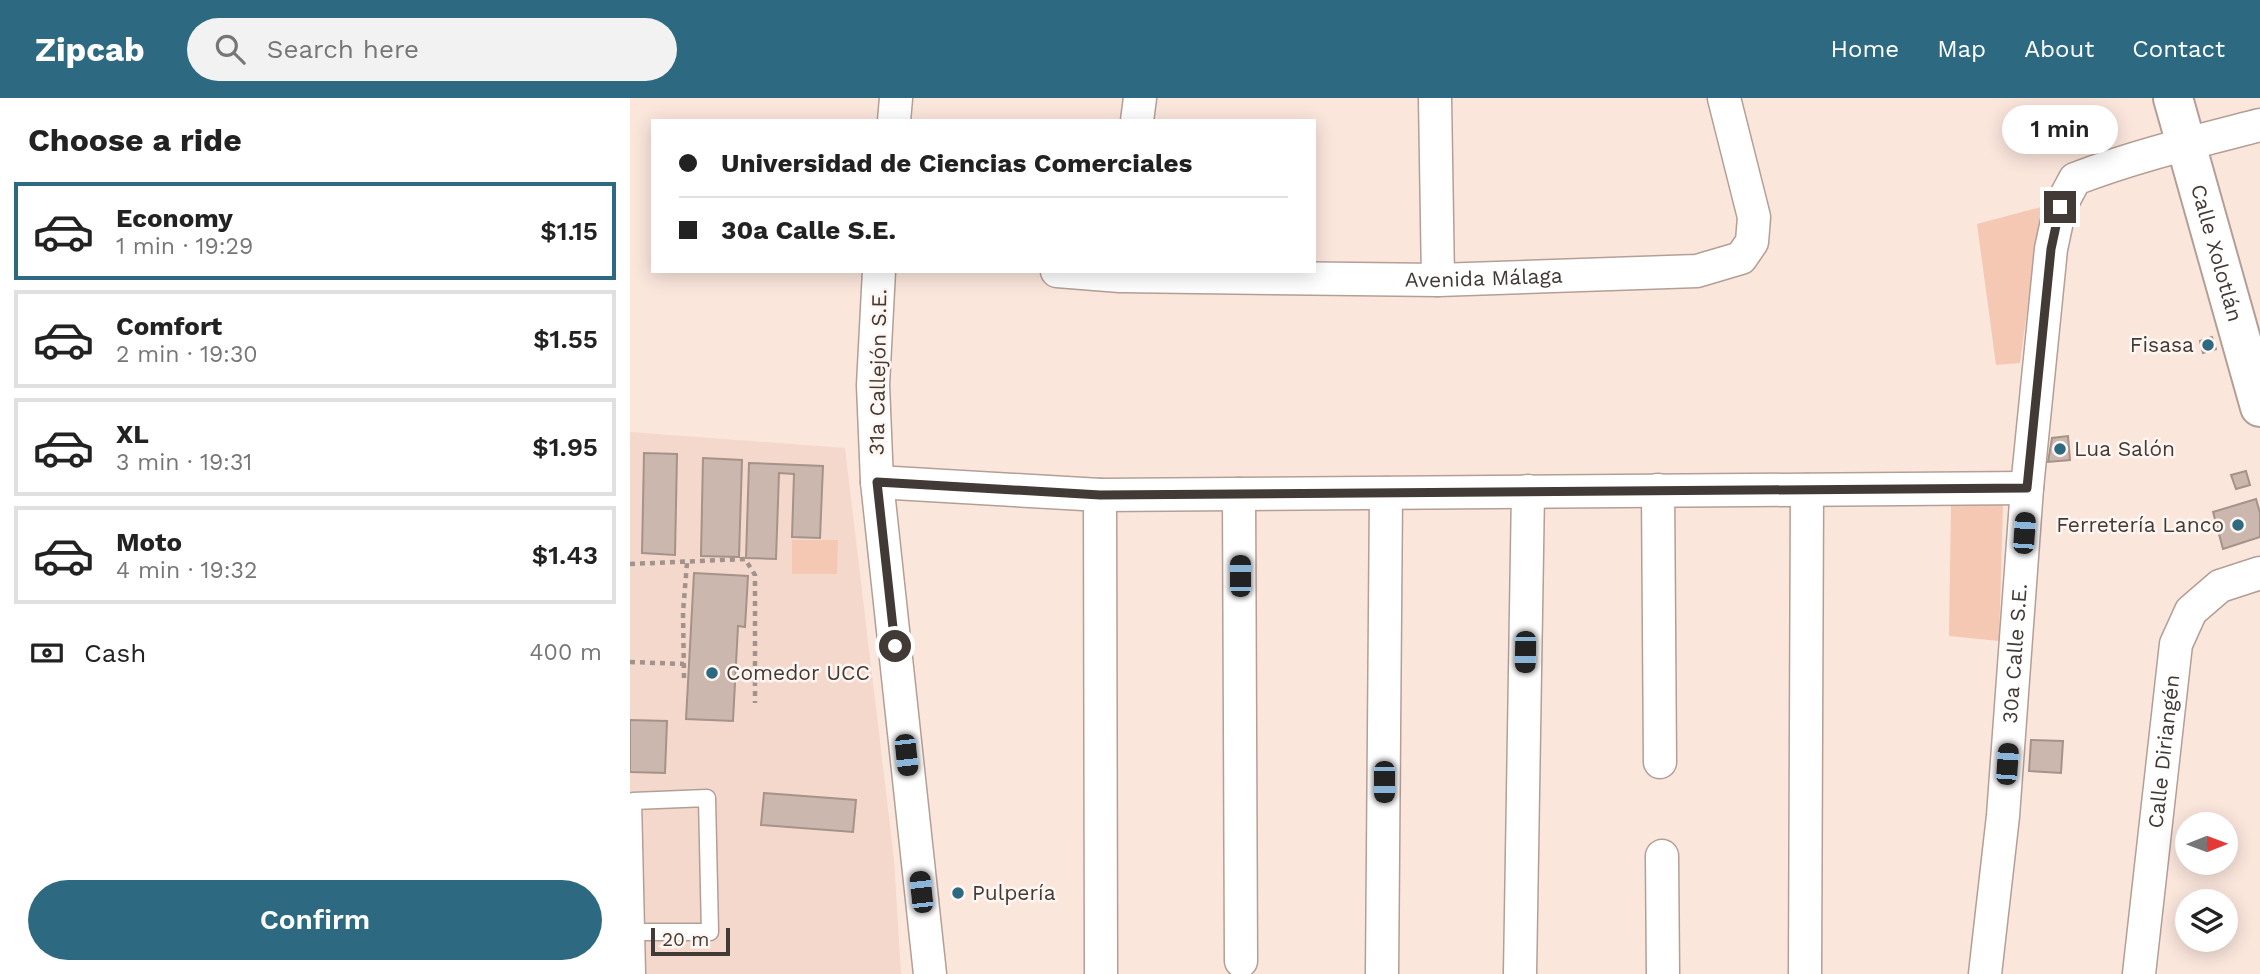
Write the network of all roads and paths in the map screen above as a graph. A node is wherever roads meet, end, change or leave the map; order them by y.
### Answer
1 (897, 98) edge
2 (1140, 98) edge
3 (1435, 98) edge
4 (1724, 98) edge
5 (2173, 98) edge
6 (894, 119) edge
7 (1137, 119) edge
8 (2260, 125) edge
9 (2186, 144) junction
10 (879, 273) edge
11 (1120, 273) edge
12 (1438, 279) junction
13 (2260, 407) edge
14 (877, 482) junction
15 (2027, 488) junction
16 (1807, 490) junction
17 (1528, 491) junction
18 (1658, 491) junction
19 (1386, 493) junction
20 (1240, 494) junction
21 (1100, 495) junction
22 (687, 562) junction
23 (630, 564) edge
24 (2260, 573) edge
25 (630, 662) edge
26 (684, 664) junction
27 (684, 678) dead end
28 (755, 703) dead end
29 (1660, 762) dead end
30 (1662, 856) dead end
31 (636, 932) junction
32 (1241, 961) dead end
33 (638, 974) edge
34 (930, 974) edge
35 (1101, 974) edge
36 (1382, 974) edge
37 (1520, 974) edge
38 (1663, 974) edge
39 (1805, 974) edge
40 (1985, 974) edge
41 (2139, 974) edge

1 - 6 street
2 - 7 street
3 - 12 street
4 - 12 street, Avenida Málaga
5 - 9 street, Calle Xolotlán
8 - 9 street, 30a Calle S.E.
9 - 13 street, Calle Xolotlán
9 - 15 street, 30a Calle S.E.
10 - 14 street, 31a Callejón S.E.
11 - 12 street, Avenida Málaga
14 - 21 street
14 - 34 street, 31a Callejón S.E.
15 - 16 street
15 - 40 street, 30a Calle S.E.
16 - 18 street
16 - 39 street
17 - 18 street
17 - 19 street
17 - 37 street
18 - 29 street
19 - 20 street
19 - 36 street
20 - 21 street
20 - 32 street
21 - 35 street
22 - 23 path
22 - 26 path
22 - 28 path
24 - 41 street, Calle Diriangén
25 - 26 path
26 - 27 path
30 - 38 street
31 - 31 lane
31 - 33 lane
──────
What the task asks » Repeat every record above exactly, but drop the pictures.

Response to this task »
Write the network of all roads and paths in the map screen above as a graph. A node is wherever roads meet, end, change or leave the map; order them by y.
### Answer
1 (897, 98) edge
2 (1140, 98) edge
3 (1435, 98) edge
4 (1724, 98) edge
5 (2173, 98) edge
6 (894, 119) edge
7 (1137, 119) edge
8 (2260, 125) edge
9 (2186, 144) junction
10 (879, 273) edge
11 (1120, 273) edge
12 (1438, 279) junction
13 (2260, 407) edge
14 (877, 482) junction
15 (2027, 488) junction
16 (1807, 490) junction
17 (1528, 491) junction
18 (1658, 491) junction
19 (1386, 493) junction
20 (1240, 494) junction
21 (1100, 495) junction
22 (687, 562) junction
23 (630, 564) edge
24 (2260, 573) edge
25 (630, 662) edge
26 (684, 664) junction
27 (684, 678) dead end
28 (755, 703) dead end
29 (1660, 762) dead end
30 (1662, 856) dead end
31 (636, 932) junction
32 (1241, 961) dead end
33 (638, 974) edge
34 (930, 974) edge
35 (1101, 974) edge
36 (1382, 974) edge
37 (1520, 974) edge
38 (1663, 974) edge
39 (1805, 974) edge
40 (1985, 974) edge
41 (2139, 974) edge

1 - 6 street
2 - 7 street
3 - 12 street
4 - 12 street, Avenida Málaga
5 - 9 street, Calle Xolotlán
8 - 9 street, 30a Calle S.E.
9 - 13 street, Calle Xolotlán
9 - 15 street, 30a Calle S.E.
10 - 14 street, 31a Callejón S.E.
11 - 12 street, Avenida Málaga
14 - 21 street
14 - 34 street, 31a Callejón S.E.
15 - 16 street
15 - 40 street, 30a Calle S.E.
16 - 18 street
16 - 39 street
17 - 18 street
17 - 19 street
17 - 37 street
18 - 29 street
19 - 20 street
19 - 36 street
20 - 21 street
20 - 32 street
21 - 35 street
22 - 23 path
22 - 26 path
22 - 28 path
24 - 41 street, Calle Diriangén
25 - 26 path
26 - 27 path
30 - 38 street
31 - 31 lane
31 - 33 lane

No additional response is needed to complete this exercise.